Il treno esisteva davvero, è apparso con prevedibile ritardo, piuttosto malandato e attempato, ricoperto di graffiti come di norma. Ci siamo accomodati in una delle tre carrozze semivuote, in compagnia di una adolescente che tornava al paese dopo la scuola in città e di un ragazzo dalle fattezze arabe. Ci siamo messi a leggere i libri di scuola di mio figlio, approfittando di fare i compiti durante il viaggio di quasi due ore, sproporzionato vista la reale distanza in linea d’aria che dovevamo coprire, ma si sa che il trasporto pubblico provinciale è un disastro. Tra un compito e l’altro godevamo del bel panorama collinare offerto dai terreni vulcanici tipici in zona. L’ultima parte del viaggio l’abbiamo passata a dare informazioni al ragazzo arabo, un egiziano, che parlava al suo smartphone per trascrivere in italiano e viceversa quando parlavo io. C’era una bella luce ed una bella aria di speranza, quella sensazione che qualcosa stava tornando al suo posto, qualcosa simboleggiato dal fatto che quel pomeriggio avrei di nuovo guidato un’Alfa Romeo.

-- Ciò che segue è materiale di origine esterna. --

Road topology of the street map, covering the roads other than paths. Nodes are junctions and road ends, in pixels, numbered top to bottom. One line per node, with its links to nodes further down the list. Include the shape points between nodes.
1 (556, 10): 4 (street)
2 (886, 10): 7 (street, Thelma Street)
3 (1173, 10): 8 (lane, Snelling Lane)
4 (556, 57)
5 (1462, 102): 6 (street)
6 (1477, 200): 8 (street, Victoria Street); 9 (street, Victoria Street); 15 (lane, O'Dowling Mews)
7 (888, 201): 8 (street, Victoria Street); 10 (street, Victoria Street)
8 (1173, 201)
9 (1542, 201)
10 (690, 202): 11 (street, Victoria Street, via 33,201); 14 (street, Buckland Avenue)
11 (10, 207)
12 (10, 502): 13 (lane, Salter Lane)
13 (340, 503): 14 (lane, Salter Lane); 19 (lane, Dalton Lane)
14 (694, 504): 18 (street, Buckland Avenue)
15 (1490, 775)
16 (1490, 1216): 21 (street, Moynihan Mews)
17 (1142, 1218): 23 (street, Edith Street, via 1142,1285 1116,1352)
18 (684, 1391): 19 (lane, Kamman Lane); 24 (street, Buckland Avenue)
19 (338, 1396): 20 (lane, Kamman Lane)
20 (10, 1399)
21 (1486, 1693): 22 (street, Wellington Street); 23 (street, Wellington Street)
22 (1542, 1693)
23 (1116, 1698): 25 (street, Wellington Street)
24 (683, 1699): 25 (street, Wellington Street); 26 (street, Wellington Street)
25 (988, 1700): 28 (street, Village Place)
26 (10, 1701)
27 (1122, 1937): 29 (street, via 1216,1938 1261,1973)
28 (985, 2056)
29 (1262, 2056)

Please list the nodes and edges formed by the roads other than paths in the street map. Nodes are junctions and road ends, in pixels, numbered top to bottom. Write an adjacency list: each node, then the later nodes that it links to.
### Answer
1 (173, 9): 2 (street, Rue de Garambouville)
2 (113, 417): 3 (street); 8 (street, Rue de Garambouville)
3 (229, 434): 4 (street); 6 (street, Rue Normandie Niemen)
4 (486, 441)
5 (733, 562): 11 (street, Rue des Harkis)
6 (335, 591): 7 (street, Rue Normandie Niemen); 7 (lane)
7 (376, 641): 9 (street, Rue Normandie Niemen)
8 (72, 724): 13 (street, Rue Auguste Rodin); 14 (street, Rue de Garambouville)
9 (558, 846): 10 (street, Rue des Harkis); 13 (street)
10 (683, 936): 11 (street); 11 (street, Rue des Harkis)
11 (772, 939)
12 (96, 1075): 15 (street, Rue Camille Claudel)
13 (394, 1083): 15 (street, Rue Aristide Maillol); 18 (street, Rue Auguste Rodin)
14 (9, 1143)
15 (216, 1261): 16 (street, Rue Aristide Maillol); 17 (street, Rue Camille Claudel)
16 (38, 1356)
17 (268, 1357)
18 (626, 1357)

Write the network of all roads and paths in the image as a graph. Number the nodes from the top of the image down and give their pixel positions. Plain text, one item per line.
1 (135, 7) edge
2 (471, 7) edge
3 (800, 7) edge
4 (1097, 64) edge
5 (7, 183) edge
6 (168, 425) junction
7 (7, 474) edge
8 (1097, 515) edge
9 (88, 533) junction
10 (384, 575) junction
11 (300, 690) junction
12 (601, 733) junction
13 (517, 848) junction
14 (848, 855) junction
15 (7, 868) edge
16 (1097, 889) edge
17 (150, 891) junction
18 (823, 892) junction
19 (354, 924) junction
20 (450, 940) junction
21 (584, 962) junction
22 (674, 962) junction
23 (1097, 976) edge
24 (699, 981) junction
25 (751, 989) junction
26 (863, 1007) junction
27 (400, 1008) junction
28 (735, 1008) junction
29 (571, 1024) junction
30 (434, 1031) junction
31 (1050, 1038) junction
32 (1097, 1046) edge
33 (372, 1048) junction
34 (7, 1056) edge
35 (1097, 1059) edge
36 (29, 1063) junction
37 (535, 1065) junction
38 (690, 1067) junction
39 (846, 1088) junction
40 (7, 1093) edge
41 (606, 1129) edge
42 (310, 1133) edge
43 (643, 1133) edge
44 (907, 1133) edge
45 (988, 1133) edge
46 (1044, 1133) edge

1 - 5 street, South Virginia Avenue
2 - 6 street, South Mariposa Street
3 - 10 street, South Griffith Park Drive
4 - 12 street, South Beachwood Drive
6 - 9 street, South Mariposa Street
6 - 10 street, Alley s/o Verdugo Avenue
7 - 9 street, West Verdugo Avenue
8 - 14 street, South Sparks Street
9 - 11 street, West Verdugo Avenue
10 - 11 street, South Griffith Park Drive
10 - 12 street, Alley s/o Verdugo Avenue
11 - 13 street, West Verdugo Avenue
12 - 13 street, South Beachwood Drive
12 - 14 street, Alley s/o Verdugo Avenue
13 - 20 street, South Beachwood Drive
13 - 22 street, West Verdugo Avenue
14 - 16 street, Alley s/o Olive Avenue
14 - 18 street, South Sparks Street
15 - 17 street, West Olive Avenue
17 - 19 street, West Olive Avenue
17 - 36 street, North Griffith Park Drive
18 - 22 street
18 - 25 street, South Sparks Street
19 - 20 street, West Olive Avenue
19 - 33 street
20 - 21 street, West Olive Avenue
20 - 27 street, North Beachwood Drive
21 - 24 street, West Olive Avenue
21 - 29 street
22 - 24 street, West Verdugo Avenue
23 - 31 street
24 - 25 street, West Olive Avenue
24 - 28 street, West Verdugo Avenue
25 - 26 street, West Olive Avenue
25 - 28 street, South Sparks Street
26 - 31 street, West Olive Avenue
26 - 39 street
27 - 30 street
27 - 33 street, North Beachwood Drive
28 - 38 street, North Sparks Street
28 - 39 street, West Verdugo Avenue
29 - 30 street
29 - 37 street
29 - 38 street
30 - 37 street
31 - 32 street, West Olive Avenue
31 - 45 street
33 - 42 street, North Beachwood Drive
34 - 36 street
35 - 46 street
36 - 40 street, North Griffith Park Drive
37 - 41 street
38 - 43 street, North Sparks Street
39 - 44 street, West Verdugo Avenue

Già solo mentre lo scrivo mi dico “ma come la fai lunga! Che bisogno c’è di agitarsi tanto per un’auto! Addirittura pubblicare un post di cui non importerà a nessuno!”. E’ vero, tutte queste emozioni legate ad un’auto e per di più alla mia ormai veneranda età? Eh già perché l’anno prossimo sono 60 e non è che l’ultimo lustro me lo sia goduto particolarmente date le vicissitudini lavorative. Lo so io cosa ho passato ed a volte quando ci ripenso ora che il peggio è andato mi risale su sia la rabbia che la malinconia all’idea di cosa avevo fatto per ottenere quel lavoro. Sono un geologo e quello volevo fare. e ci ero riuscito, dopo tanto penare. E ad ottimi livelli. Poi la “botta” inaspettata, la disoccupazione, il lavoro in fabbrica per sopravvivere, pasticche per la pressione e per le aritmie, altro che Alfa Romeo. Ebbene sì, perché rinunciare a delle piccole rivincite sulla vita quando si può?
Se in queste pagine ho una intera sezione dedicata all’Alfa Romeo e ai ricordi legati alle auto vuol dire che per me un significato particolare l’auto che guido ce l’ha. In questo periodo chi guida l’auto sembra dover essere quasi colpevolizzato per il traffico e l’inquinamento che provoca. Eppure a molti serve davvero avere un’auto. Non sono in una grande città e i miei spostamenti giornalieri in automobile non sarebbero serviti dal trasporto pubblico, né sarebbero possibili in bici (alla mia età, con le pasticche per la pressione espormi al freddo e al gelo o al caldo torrido per andare a fare la spesa non lo vedo tanto salutare, anche perché è una città piena di dislivelli, non certo piatta come in Pianura Padana). Insomma, non è questo il luogo di discutere di trasporto privato, ma volevo solo sottolineare che esiste un aspetto romantico della guida automobilistica che si sta perdendo sempre di più.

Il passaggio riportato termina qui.